= Qadi al-Fadil =

Chief counsellor to Saladin (1135–1200)

Muhyi al-Din (or Mujir al-Din) Abu Ali Abd al-Rahim ibn Ali ibn Muhammad ibn al-Hasan al-Baysani al-Asqalani, better known by the honorific name al-Qadi al-Fadil (القاضي الفاضل; 3 April 1135 – 26 January 1200) was an Arab official who served the last Fatimid caliphs, and became the secretary and chief counsellor of the first Ayyubid sultan, Saladin.

Born in Ascalon to a qadi and financial official, Qadi al-Fadil went to study in Cairo, the Fatimid capital. He entered the Fatimid chancery, and quickly distinguished himself for the elegance of his prose style. In the early 1160s, he was patronized by the viziers Ruzzik ibn Tala'i and Shawar, rising to become head of the fiscal department supervising the army, and receiving the name by which he is known. Despite his prominent position in the Fatimid state, he quickly sided with the fellow Sunni Saladin during the latter's vizierate, and supported him in deposing the Fatimid dynasty, which was achieved in 1171.

In the new Ayyubid regime, Qadi al-Fadil was an important figure, serving as Saladin's chief counsellor. He was left in charge of the Egyptian administration during Saladin's wars in the Levant. As a result, historians often attribute to him the title of vizier, which he never held. After Saladin's death in 1193, Qadi al-Fadil served Saladin's son al-Afdal, ruler of Damascus, before switching his allegiance to Saladin's second son, al-Aziz, ruler of Egypt. He retired after 1195, and died in 1200.

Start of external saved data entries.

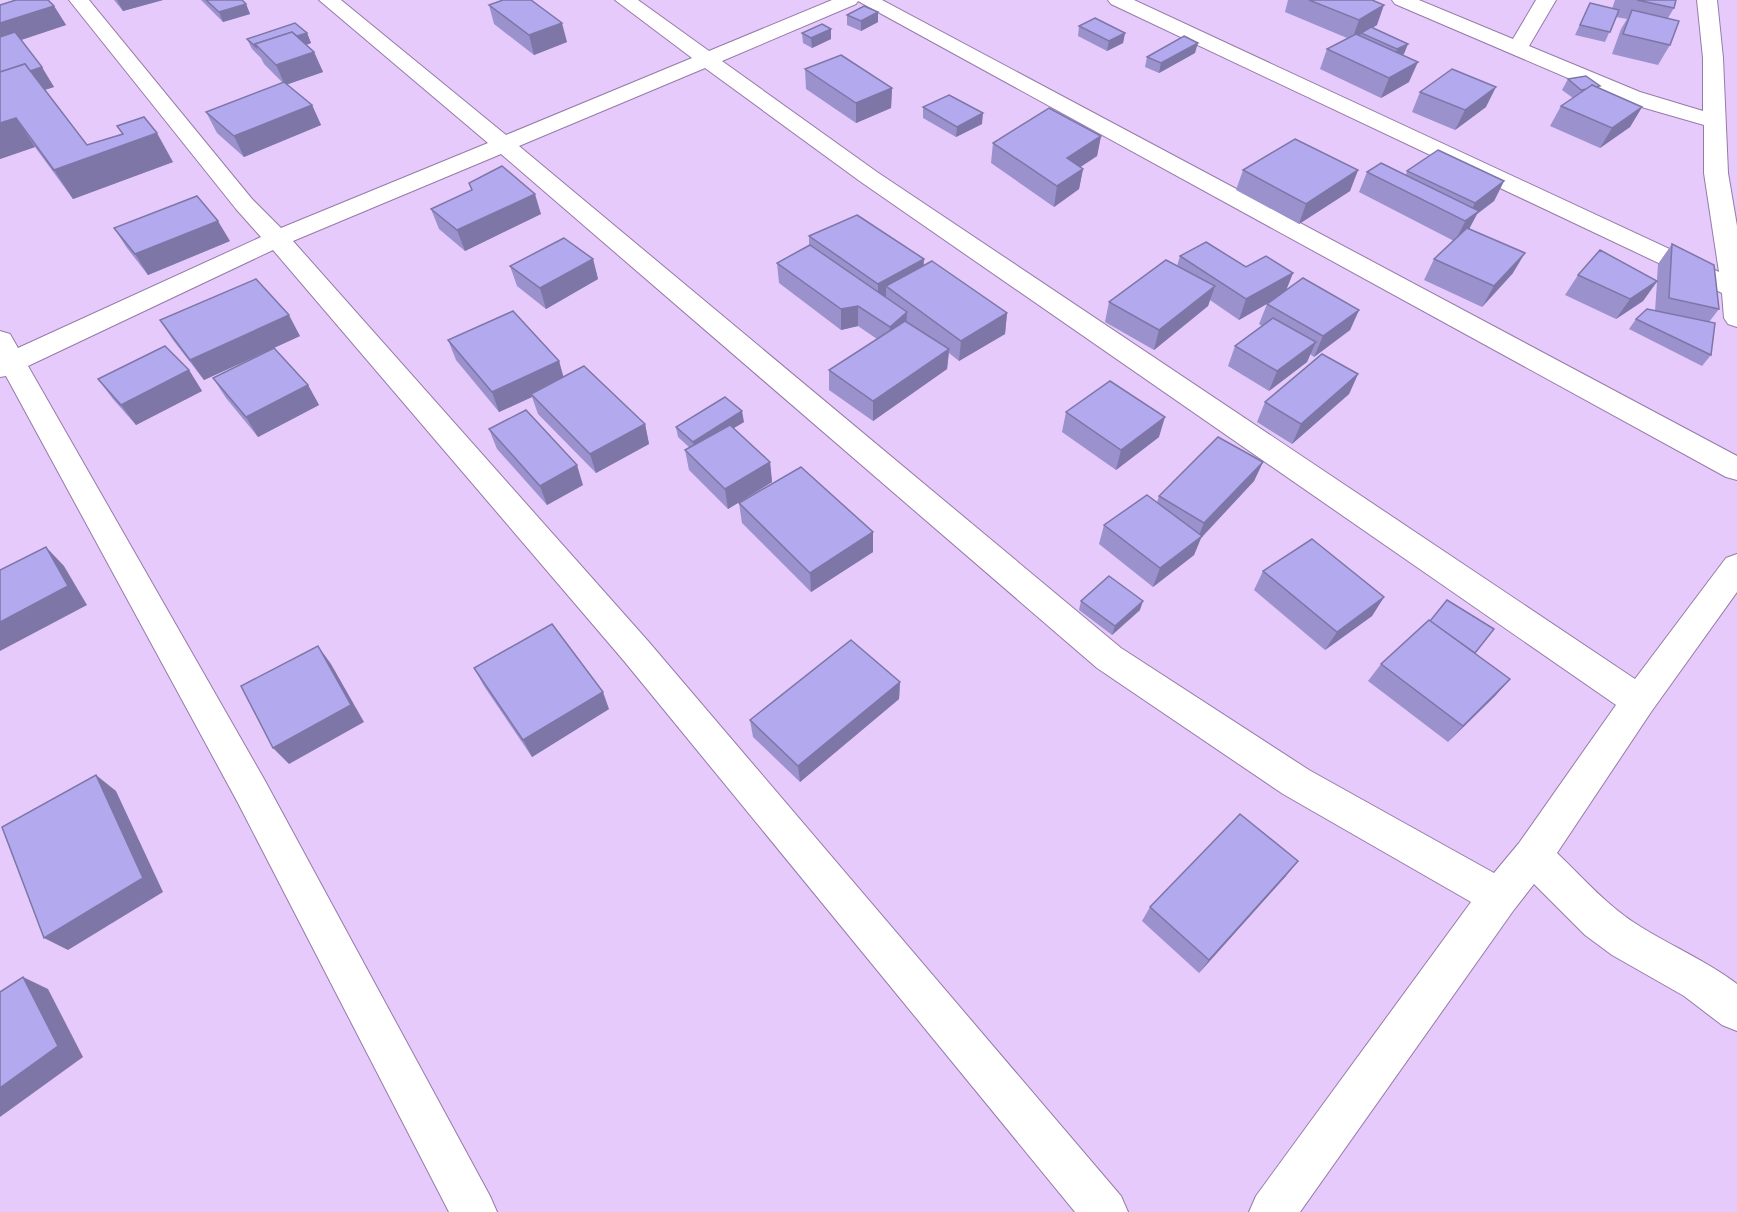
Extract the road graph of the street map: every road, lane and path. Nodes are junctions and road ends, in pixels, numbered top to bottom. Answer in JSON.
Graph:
{"nodes":[{"id":1,"x":79,"y":0,"type":"edge"},
{"id":2,"x":328,"y":0,"type":"edge"},
{"id":3,"x":625,"y":0,"type":"edge"},
{"id":4,"x":849,"y":0,"type":"edge"},
{"id":5,"x":867,"y":0,"type":"edge"},
{"id":6,"x":1118,"y":0,"type":"edge"},
{"id":7,"x":1402,"y":0,"type":"edge"},
{"id":8,"x":1546,"y":0,"type":"edge"},
{"id":9,"x":1707,"y":0,"type":"edge"},
{"id":10,"x":1518,"y":48,"type":"junction"},
{"id":11,"x":707,"y":58,"type":"junction"},
{"id":12,"x":1713,"y":58,"type":"junction"},
{"id":13,"x":1737,"y":63,"type":"edge"},
{"id":14,"x":1714,"y":121,"type":"junction"},
{"id":15,"x":504,"y":144,"type":"junction"},
{"id":16,"x":1730,"y":210,"type":"edge"},
{"id":17,"x":277,"y":238,"type":"junction"},
{"id":18,"x":1735,"y":289,"type":"junction"},
{"id":19,"x":1737,"y":318,"type":"edge"},
{"id":20,"x":4,"y":356,"type":"edge"},
{"id":21,"x":1737,"y":469,"type":"edge"},
{"id":22,"x":1737,"y":567,"type":"edge"},
{"id":23,"x":1639,"y":701,"type":"junction"},
{"id":24,"x":1533,"y":856,"type":"junction"},
{"id":25,"x":1499,"y":897,"type":"junction"},
{"id":26,"x":1737,"y":1010,"type":"edge"},
{"id":27,"x":474,"y":1212,"type":"edge"},
{"id":28,"x":1105,"y":1212,"type":"edge"},
{"id":29,"x":1272,"y":1212,"type":"edge"}],
"edges":[{"from":1,"to":17,"type":"street"},
{"from":2,"to":15,"type":"street"},
{"from":3,"to":11,"type":"street"},
{"from":4,"to":11,"type":"street"},
{"from":5,"to":21,"type":"street"},
{"from":6,"to":18,"type":"street"},
{"from":7,"to":10,"type":"street"},
{"from":8,"to":10,"type":"street"},
{"from":9,"to":12,"type":"street"},
{"from":10,"to":14,"type":"street"},
{"from":11,"to":15,"type":"street"},
{"from":11,"to":23,"type":"street"},
{"from":12,"to":13,"type":"street"},
{"from":12,"to":14,"type":"street"},
{"from":14,"to":16,"type":"street"},
{"from":15,"to":17,"type":"street"},
{"from":15,"to":25,"type":"street"},
{"from":16,"to":18,"type":"street"},
{"from":17,"to":20,"type":"street"},
{"from":17,"to":28,"type":"street"},
{"from":18,"to":19,"type":"street"},
{"from":20,"to":27,"type":"street"},
{"from":22,"to":23,"type":"street"},
{"from":23,"to":24,"type":"street"},
{"from":24,"to":25,"type":"street"},
{"from":24,"to":26,"type":"street"},
{"from":25,"to":29,"type":"street"}]}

Qadi al-Fadil's reputation among contemporaries and later generations rests chiefly on his skill as an epistolary writer. His style was much admired and widely emulated by later generations. The corpus of his letters is also an important historical source for the period. In addition, he founded a madrasah in Cairo, and donated his large library to the institution.

==Life==
===Service under the Fatimids===

Political map of the Levant in c. 1140

Qadi al-Fadil was born on 2 April 1135 at Ascalon. His father, known as al-Qadi al-Ashraf (d. 1149/50), was serving as judge (qadi) and financial comptroller (nazir) there. The exact significance of the epithet 'al-Baysani' is unclear: one version holds that the family hailed from Baysan, while another that it hailed from Ascalon, but that Qadi al-Ashraf had previously served as qadi at Baysan.

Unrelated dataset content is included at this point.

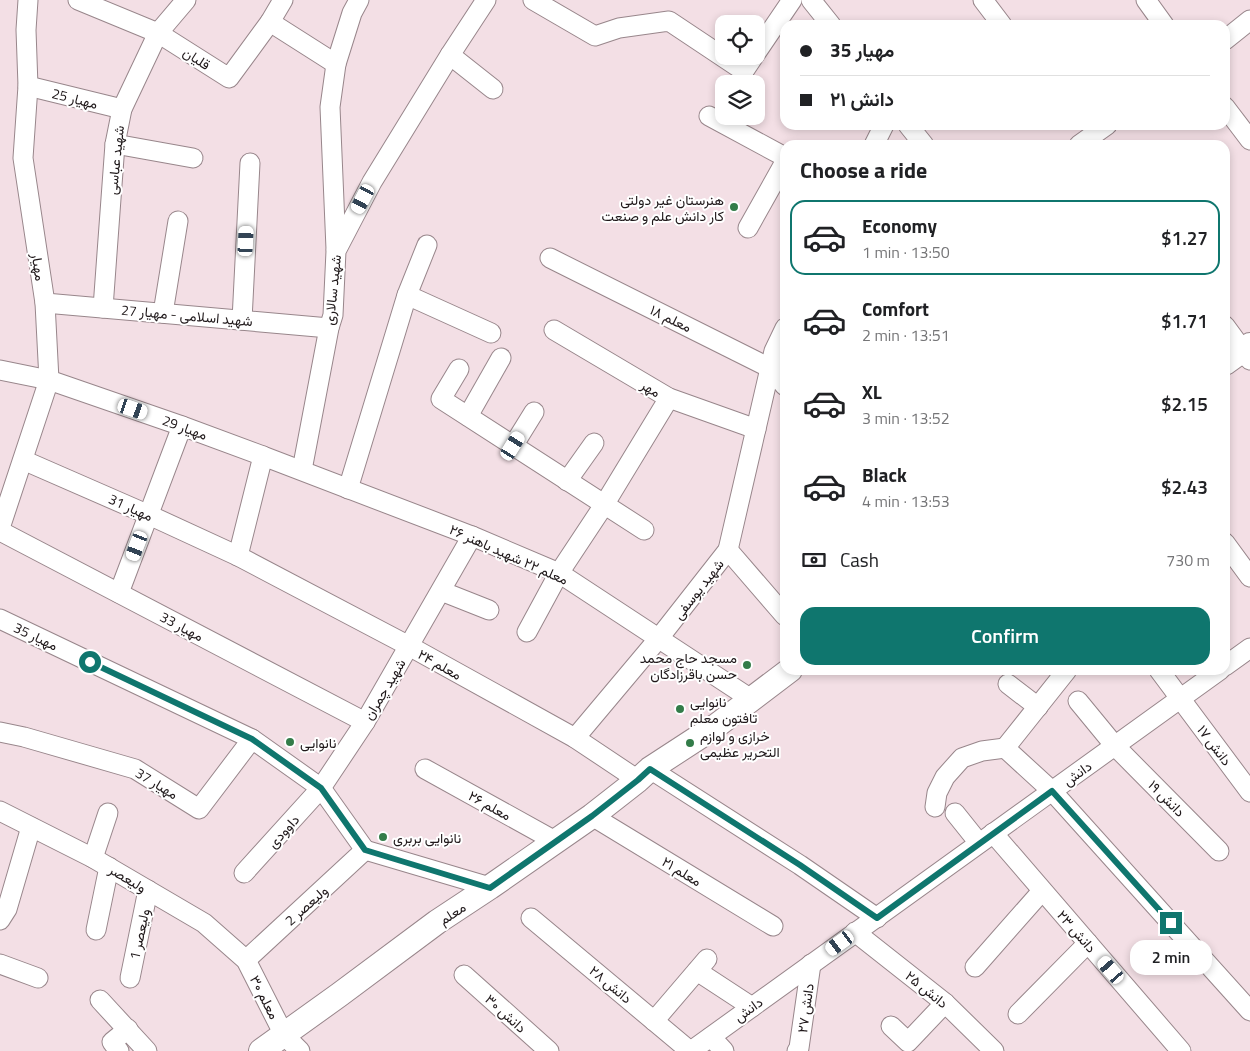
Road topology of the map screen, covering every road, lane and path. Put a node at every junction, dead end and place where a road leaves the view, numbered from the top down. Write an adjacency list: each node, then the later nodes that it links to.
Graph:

Qadi al-Fadil received his basic education at his home town, before moving to Cairo in c. 1148/49, where, at the initiative of his father, he entered the chancery (diwan al-insha) of the Fatimid Caliphate as a trainee. The long-serving head of the chancery, Ibn Khallal, became his patron during his subsequent career. This training included administrative practice and especially the arts of epistolary and secretarial writing. Despite his own title of qadi, however, it is unclear whether Qadi al-Fadil also received judicial education at any point. The title was common for officials in the Fatimid administration as a honorific, and under the Isma'ili Shi'a Fatimid regime, there were no Sunni schools in Cairo where he, as a Sunni, might have acquired the necessary training.

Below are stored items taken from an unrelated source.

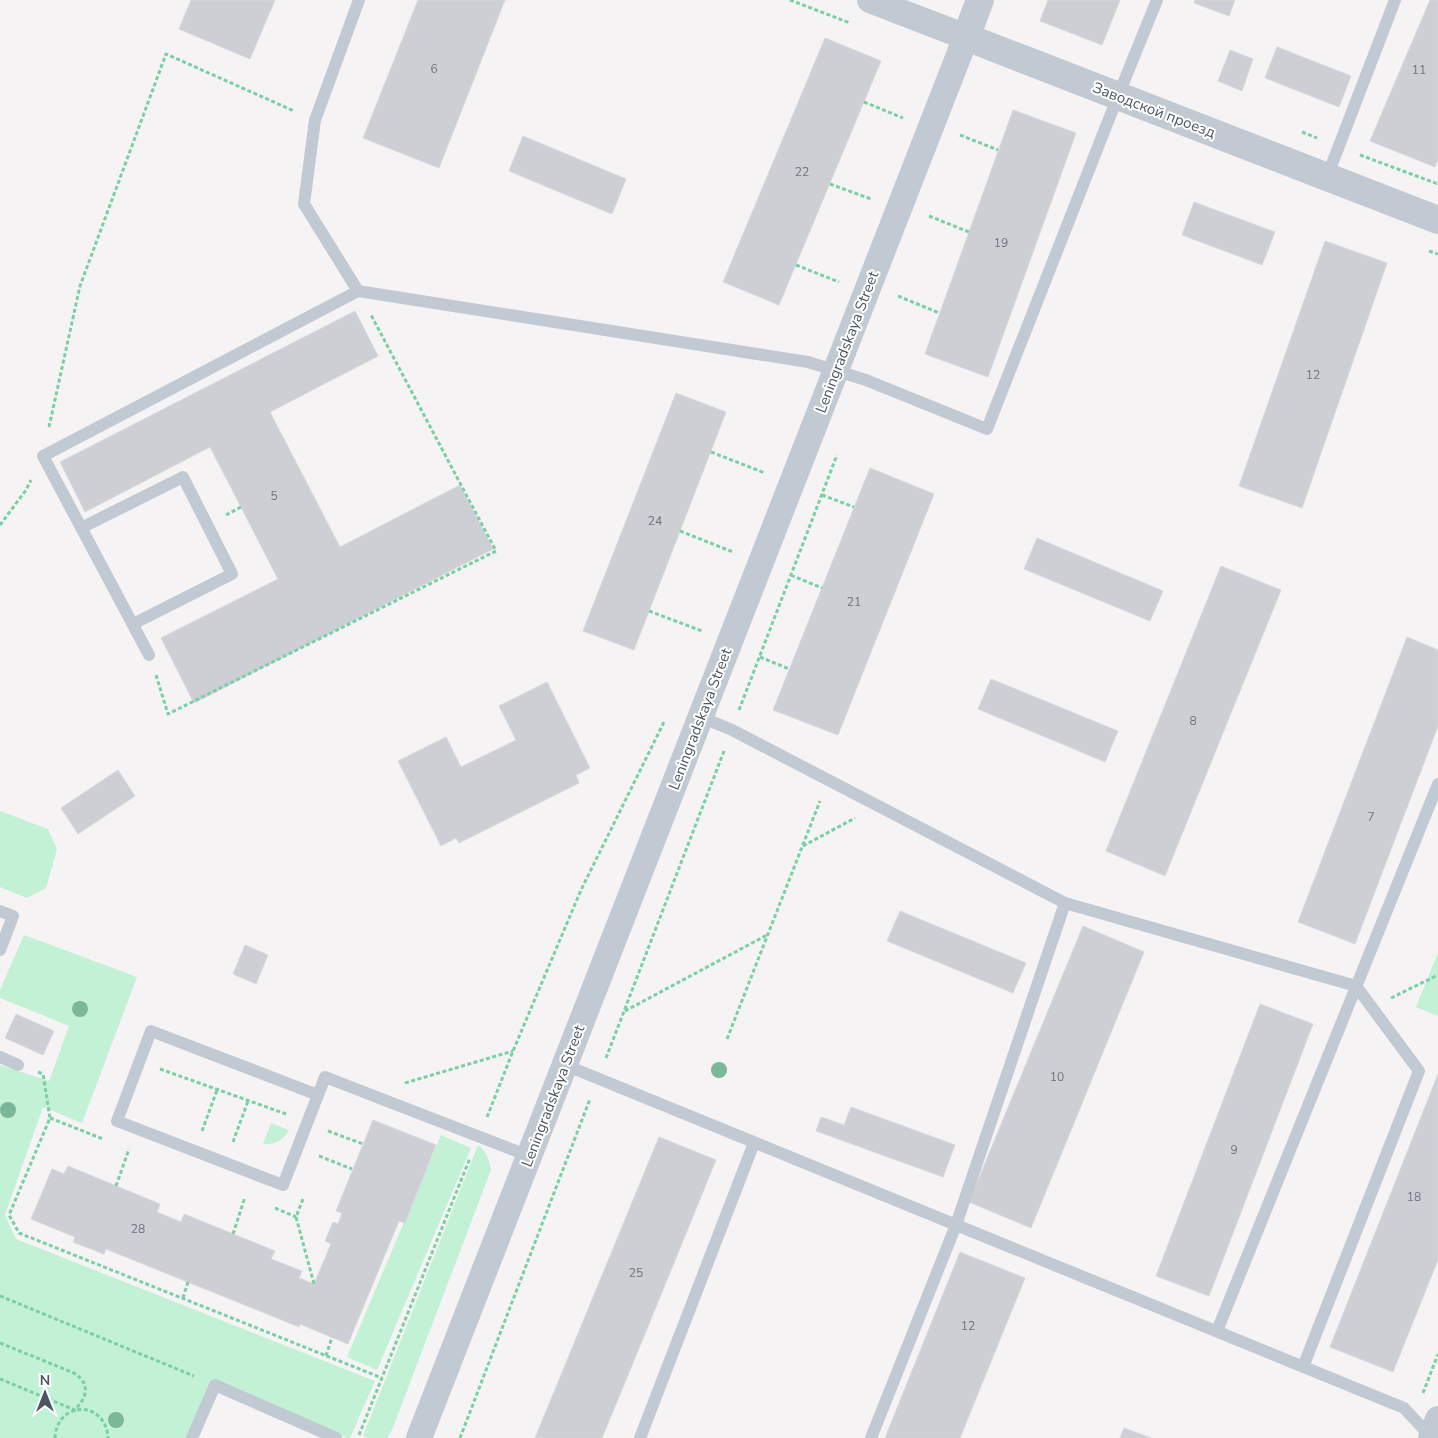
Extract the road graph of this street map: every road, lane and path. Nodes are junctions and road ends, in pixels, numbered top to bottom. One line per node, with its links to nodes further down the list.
1 (359, 0): 10 (lane)
2 (870, 0): 6 (street, Заводской проезд)
3 (980, 0): 6 (street, Leningradskaya Street)
4 (1157, 0): 7 (lane)
5 (1395, 0): 13 (lane)
6 (966, 37): 7 (street, Заводской проезд); 24 (street, Leningradskaya Street)
7 (1118, 96): 13 (street, Заводской проезд); 24 (lane)
8 (864, 102): 9 (path)
9 (904, 118)
10 (315, 120): 22 (lane); 27 (path)
11 (963, 127): 12 (path)
12 (998, 150)
13 (1327, 177): 17 (street, Заводской проезд)
14 (830, 184): 15 (path)
15 (872, 200)
16 (932, 207): 18 (path)
17 (1438, 220)
18 (969, 232)
19 (796, 265): 20 (path)
20 (840, 282)
21 (901, 287): 23 (path)
22 (358, 291): 24 (lane); 27 (lane); 40 (path)
23 (939, 313)
24 (836, 371): 44 (street, Leningradskaya Street)
25 (839, 451): 29 (path)
26 (711, 452): 28 (path)
27 (43, 456): 31 (path); 32 (lane)
28 (765, 473)
29 (822, 495): 30 (path); 35 (path)
30 (854, 507)
31 (0, 525)
32 (81, 528): 38 (lane); 38 (lane)
33 (680, 531): 34 (path)
34 (734, 552)
35 (791, 576): 36 (path); 41 (path)
36 (822, 588)
37 (649, 611): 39 (path)
38 (133, 624): 40 (lane)
39 (702, 632)
40 (149, 655)
41 (760, 657): 42 (path); 45 (path)
42 (789, 669)
43 (668, 715): 59 (path)
44 (701, 717): 45 (lane); 63 (street, Leningradskaya Street)
45 (732, 730): 46 (lane); 57 (path)
46 (828, 780): 48 (lane); 49 (path)
47 (1438, 784): 55 (lane)
48 (878, 806): 49 (path); 50 (lane)
49 (802, 847): 52 (path)
50 (1065, 903): 55 (lane); 85 (lane)
51 (0, 911): 53 (lane)
52 (768, 935): 57 (path); 58 (path)
53 (0, 950)
54 (1438, 975): 56 (path)
55 (1356, 986): 56 (lane); 91 (lane)
56 (1372, 1007): 96 (lane)
57 (624, 1011): 64 (path)
58 (727, 1039)
59 (513, 1051): 66 (path); 72 (path)
60 (0, 1057): 62 (lane)
61 (140, 1061): 65 (path); 67 (lane); 78 (lane)
62 (18, 1065): 90 (path)
63 (565, 1065): 64 (lane); 79 (street, Leningradskaya Street)
64 (598, 1078): 74 (lane); 109 (path)
65 (217, 1090): 68 (path); 78 (path)
66 (368, 1094): 67 (lane); 72 (lane)
67 (318, 1095): 69 (lane)
68 (248, 1101): 69 (path); 80 (path)
69 (308, 1122): 80 (lane)
70 (331, 1124): 71 (path)
71 (328, 1130): 73 (path); 75 (path)
72 (479, 1136): 79 (lane); 97 (path)
73 (325, 1139)
74 (754, 1143): 85 (lane); 110 (lane)
75 (363, 1144)
76 (322, 1148): 81 (path)
77 (129, 1150): 82 (path)
78 (194, 1151): 80 (lane)
79 (529, 1156): 108 (street, Leningradskaya Street)
80 (225, 1163)
81 (352, 1169)
82 (116, 1186)
83 (306, 1191): 88 (path)
84 (245, 1197): 86 (path)
85 (956, 1225): 91 (lane); 111 (lane)
86 (233, 1234)
87 (188, 1282): 90 (path)
88 (314, 1284)
89 (0, 1296): 99 (path)
90 (183, 1298): 95 (path)
91 (1217, 1332): 96 (lane)
92 (332, 1337): 95 (path)
93 (0, 1343): 101 (path)
94 (1438, 1354): 100 (path)
95 (326, 1356): 97 (path)
96 (1303, 1367): 102 (lane)
97 (382, 1378): 107 (path)
98 (0, 1379): 101 (path)
99 (215, 1385): 105 (lane); 106 (lane)
100 (1423, 1394)
101 (75, 1410): 103 (path); 104 (path)
102 (1433, 1433)
103 (55, 1438)
104 (108, 1438)
105 (192, 1438)
106 (336, 1438)
107 (358, 1438)
108 (420, 1438)
109 (460, 1438)
110 (640, 1438)
111 (871, 1438)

According to the 13th-century encyclopaedist Yaqut al-Hamawi, at this time Qadi al-Fadil's father fell into disgrace because he failed to inform Cairo of the release of an important hostage by the governor of Ascalon. His property was confiscated, and he died, destitute, soon after. According to this account, Qadi al-Fadil had to interrupt his apprenticeship and go on foot to Alexandria, where by 1153 he had become secretary to the qadi of Alexandria, Ibn Hadid. His small salary of three gold dinars per month did not suffice to care for his mother, brother and sister back in Ascalon, but following the fall of Ascalon to the Crusaders in the same year, the rest of his family moved to Egypt. Alexandria was the seat of a Maliki law school, but it is again unknown if he attended it. The only available information comes from the later writer al-Mundhiri, who reports that during his stay in Alexandria, Qadi al-Fadil studied under the two eminent jurists Abu Tahir al-Silafi and Ibn Awf. In this post he distinguished himself due to the artful language of his dispatches, and was called to Cairo by the vizier Ruzzik ibn Tala'i (vizierate: 1161–1163) and appointed head of the army bureau (diwan al-jaysh).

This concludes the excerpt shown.